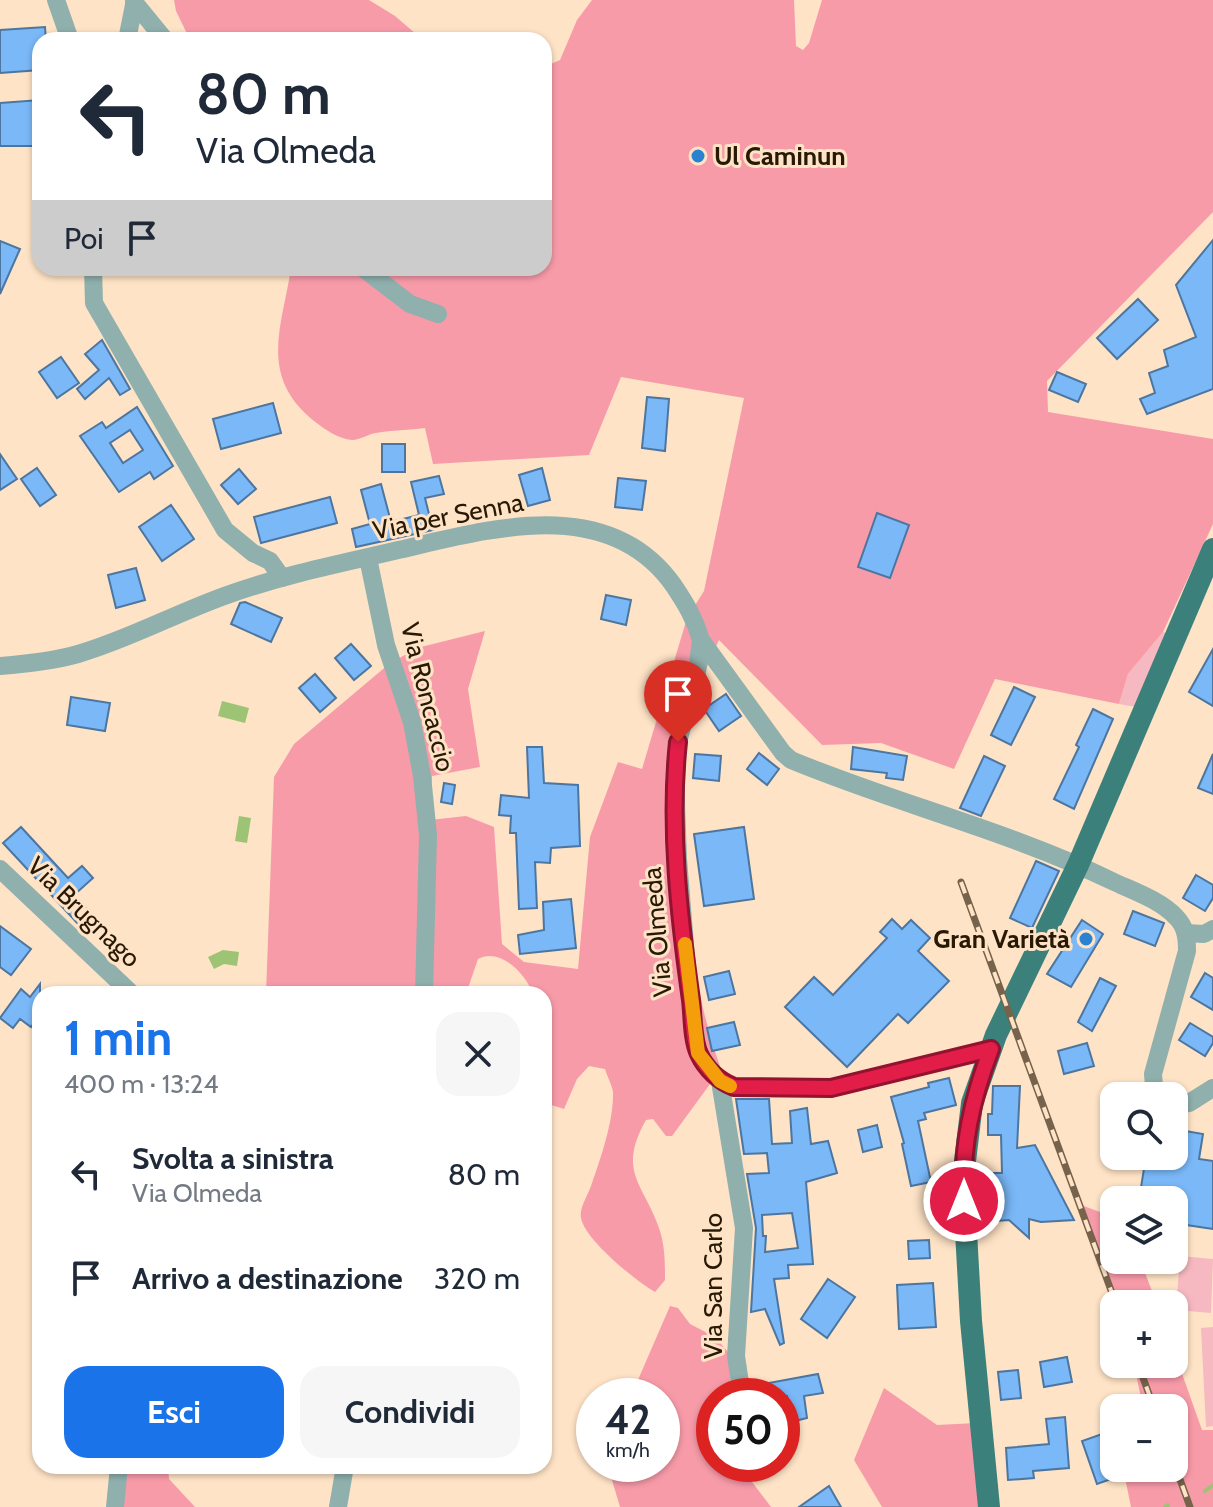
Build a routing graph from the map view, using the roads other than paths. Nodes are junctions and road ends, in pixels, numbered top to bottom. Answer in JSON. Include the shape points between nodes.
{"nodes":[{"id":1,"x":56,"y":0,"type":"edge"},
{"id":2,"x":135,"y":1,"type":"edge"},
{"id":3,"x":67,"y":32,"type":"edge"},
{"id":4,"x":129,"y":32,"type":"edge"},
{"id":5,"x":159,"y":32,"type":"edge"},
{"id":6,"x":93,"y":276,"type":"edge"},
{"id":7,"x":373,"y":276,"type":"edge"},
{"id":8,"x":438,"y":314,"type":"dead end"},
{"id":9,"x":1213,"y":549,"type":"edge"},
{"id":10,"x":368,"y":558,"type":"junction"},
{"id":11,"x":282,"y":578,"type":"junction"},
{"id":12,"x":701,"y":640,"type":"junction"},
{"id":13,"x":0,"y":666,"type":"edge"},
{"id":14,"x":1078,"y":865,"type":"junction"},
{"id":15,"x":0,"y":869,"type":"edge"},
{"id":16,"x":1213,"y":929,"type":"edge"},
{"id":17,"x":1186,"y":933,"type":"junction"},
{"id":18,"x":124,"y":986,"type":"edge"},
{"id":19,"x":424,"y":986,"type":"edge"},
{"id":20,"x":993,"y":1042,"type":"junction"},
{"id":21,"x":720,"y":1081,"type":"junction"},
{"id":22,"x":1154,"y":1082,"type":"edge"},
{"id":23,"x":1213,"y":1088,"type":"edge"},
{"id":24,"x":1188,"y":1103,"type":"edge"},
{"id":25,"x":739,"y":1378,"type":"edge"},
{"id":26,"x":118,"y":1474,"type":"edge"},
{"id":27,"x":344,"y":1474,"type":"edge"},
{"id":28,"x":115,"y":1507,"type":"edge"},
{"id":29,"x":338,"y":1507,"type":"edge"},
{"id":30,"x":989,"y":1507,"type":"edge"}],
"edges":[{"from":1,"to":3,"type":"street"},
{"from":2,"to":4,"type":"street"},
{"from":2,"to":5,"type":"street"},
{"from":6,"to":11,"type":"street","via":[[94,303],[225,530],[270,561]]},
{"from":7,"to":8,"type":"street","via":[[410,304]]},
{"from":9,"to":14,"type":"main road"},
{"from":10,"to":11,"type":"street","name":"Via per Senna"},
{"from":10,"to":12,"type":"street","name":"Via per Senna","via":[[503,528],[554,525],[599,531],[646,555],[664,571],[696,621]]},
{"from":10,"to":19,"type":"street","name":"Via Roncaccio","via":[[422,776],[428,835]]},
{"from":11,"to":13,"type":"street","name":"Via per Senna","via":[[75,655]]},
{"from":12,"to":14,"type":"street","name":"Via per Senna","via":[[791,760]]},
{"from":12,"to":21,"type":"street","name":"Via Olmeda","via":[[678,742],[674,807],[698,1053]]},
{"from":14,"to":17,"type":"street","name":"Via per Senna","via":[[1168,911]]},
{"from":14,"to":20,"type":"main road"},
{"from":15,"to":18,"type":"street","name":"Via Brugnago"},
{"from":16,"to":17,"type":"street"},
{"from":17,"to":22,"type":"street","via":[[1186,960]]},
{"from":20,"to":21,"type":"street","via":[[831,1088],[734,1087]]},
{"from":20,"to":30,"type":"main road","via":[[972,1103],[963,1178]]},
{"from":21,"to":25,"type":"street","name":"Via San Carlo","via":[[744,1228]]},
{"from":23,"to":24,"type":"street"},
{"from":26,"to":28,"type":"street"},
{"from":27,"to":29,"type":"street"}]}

-- -- --

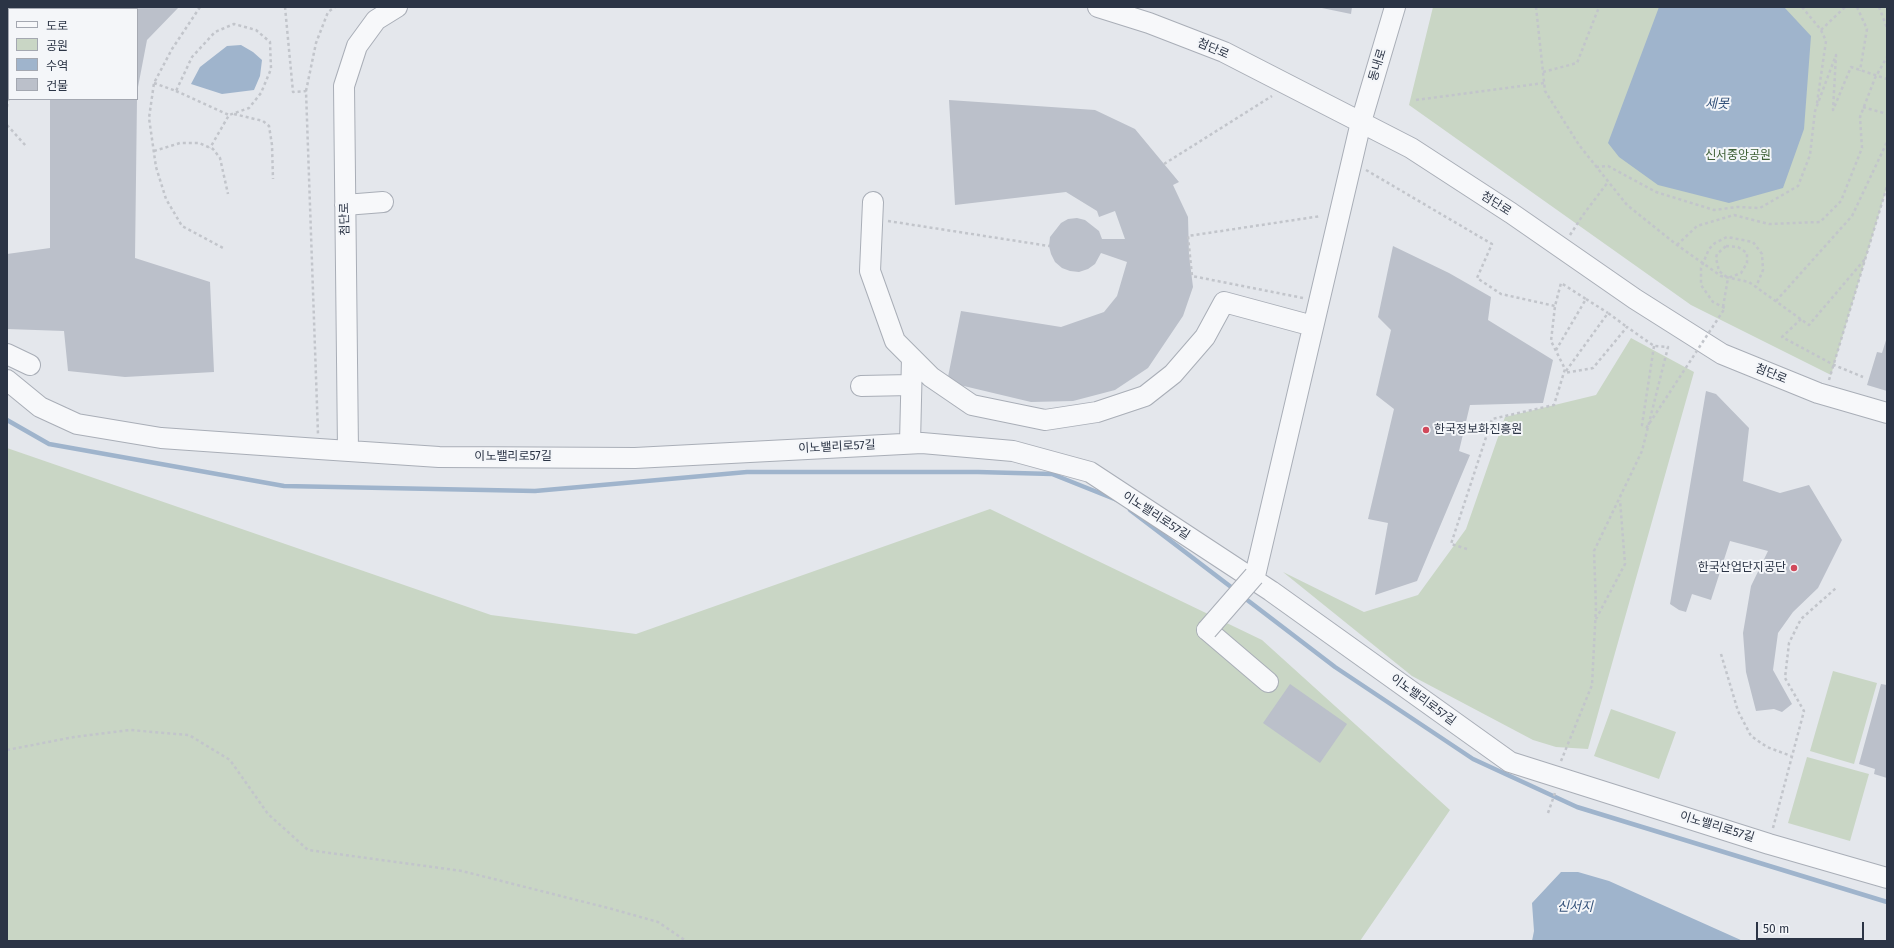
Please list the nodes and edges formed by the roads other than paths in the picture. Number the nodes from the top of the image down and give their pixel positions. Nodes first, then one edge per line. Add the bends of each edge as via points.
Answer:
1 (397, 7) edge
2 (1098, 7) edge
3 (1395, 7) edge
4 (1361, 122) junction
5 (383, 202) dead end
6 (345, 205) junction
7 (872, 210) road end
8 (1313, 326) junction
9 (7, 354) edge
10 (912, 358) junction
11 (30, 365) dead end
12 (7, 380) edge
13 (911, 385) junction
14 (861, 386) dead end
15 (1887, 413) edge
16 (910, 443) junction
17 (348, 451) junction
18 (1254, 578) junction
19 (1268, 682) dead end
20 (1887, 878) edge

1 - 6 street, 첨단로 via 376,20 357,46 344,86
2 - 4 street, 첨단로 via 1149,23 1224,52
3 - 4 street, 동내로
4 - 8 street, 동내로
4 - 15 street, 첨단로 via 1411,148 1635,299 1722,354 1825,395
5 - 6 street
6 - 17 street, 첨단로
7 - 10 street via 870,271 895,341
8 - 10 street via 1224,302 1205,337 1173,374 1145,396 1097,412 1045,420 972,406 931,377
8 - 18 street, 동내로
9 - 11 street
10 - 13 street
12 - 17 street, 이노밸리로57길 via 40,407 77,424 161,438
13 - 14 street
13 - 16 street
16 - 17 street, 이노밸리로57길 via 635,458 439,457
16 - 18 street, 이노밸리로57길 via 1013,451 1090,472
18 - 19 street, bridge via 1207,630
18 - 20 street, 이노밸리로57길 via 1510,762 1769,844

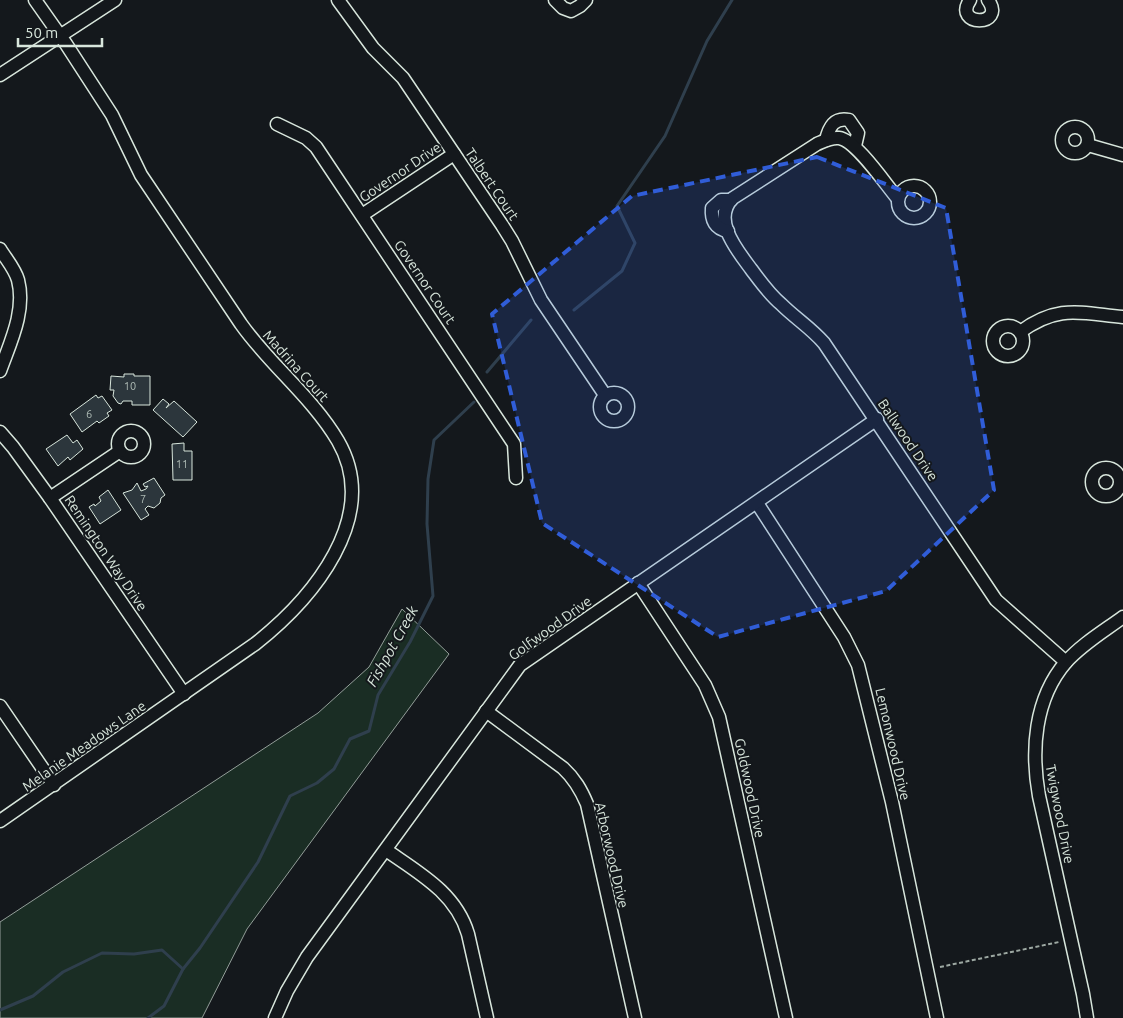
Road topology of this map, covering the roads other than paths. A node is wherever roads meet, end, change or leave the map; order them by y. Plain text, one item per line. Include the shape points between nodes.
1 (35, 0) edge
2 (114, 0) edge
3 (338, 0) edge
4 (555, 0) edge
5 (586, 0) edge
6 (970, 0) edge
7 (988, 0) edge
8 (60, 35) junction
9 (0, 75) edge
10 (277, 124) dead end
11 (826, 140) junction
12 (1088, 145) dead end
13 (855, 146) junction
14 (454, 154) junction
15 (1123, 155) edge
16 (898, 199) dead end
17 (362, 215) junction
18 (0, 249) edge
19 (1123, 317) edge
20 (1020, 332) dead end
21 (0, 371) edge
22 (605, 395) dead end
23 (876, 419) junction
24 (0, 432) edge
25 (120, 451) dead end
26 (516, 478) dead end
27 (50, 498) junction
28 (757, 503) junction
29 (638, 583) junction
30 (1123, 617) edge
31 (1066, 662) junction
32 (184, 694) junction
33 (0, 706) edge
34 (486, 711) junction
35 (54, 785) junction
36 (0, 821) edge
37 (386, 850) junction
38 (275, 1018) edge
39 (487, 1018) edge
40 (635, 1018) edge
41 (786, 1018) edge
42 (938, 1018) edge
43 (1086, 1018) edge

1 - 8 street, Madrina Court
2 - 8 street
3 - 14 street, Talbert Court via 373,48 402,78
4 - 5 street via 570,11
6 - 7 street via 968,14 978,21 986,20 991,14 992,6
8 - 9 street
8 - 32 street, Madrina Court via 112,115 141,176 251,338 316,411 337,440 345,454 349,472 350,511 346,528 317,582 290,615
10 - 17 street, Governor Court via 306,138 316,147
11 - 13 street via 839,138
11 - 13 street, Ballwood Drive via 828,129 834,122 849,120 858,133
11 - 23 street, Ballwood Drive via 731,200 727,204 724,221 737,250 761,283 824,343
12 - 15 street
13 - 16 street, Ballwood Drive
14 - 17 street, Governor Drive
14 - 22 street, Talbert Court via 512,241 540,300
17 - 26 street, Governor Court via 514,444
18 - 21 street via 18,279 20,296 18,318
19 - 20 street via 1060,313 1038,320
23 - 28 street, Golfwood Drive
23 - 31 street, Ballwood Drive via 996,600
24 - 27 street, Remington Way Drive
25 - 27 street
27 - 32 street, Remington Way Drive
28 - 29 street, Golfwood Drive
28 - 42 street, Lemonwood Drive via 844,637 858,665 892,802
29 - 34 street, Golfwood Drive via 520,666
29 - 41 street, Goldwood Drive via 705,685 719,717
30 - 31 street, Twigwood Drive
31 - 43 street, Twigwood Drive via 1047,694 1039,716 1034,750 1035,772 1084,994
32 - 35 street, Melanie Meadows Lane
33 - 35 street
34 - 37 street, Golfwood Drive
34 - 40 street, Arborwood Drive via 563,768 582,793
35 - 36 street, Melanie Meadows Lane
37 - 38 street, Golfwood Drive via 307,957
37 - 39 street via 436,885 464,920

-- -- --

# TASK GOAL
Please say how many lines in the entries hold the string "Governor". Give only the number.

# WRITTEN SOLUTION
3